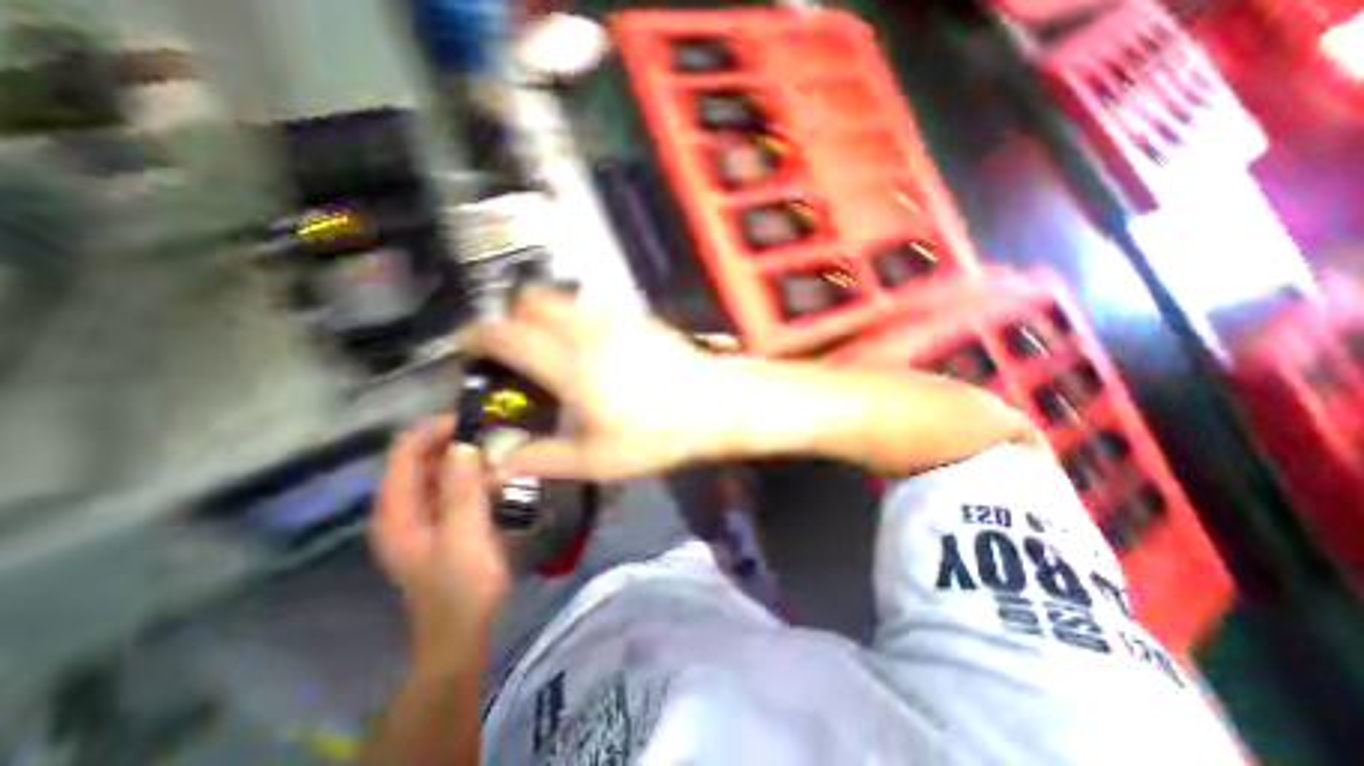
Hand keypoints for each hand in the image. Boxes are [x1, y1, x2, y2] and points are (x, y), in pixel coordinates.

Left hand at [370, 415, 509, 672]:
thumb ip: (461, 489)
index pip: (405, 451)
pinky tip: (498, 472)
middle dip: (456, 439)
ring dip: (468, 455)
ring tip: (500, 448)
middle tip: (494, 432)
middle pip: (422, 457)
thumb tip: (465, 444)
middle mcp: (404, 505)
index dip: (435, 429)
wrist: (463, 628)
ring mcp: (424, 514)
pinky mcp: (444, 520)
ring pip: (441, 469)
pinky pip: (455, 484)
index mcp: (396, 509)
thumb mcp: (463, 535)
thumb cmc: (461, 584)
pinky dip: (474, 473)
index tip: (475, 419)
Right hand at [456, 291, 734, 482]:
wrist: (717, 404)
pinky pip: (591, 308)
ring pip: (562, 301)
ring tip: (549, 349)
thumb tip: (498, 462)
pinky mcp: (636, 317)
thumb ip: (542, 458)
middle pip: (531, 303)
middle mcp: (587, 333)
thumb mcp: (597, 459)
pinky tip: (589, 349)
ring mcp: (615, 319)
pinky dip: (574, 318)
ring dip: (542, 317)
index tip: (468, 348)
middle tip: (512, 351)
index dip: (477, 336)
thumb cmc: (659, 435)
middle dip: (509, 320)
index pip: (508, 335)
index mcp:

+ + + + +

== The task ==
If pictures appear among the entries above, omit them; repeat everything else verbatim.

== Solution ==
Hand keypoints for each hand in the image. Boxes are [x1, y1, x2, y2] and points are (x, y), in pixel coordinates.

Left hand at [370, 415, 509, 672]:
thumb ip: (461, 489)
index pip: (405, 451)
pinky tip: (498, 472)
middle dip: (456, 439)
ring dip: (468, 455)
ring tip: (500, 448)
middle tip: (494, 432)
middle pip: (422, 457)
thumb tip: (465, 444)
middle mcp: (404, 505)
index dip: (435, 429)
wrist: (463, 628)
ring mcp: (424, 514)
pinky mcp: (444, 520)
ring pip: (441, 469)
pinky pip: (455, 484)
index mcp: (396, 509)
thumb mcp: (463, 535)
thumb cmc: (461, 584)
pinky dip: (474, 473)
index tip: (475, 419)
Right hand at [456, 291, 734, 482]:
wrist: (717, 404)
pinky pip: (591, 308)
ring pip: (562, 301)
ring tip: (549, 349)
thumb tip: (498, 462)
pinky mcp: (636, 317)
thumb ip: (542, 458)
middle pip: (531, 303)
middle mcp: (587, 333)
thumb mcp: (597, 459)
pinky tip: (589, 349)
ring mcp: (615, 319)
pinky dip: (574, 318)
ring dip: (542, 317)
index tip: (468, 348)
middle tip: (512, 351)
index dip: (477, 336)
thumb cmc: (659, 435)
middle dip: (509, 320)
index pip: (508, 335)
index mcp:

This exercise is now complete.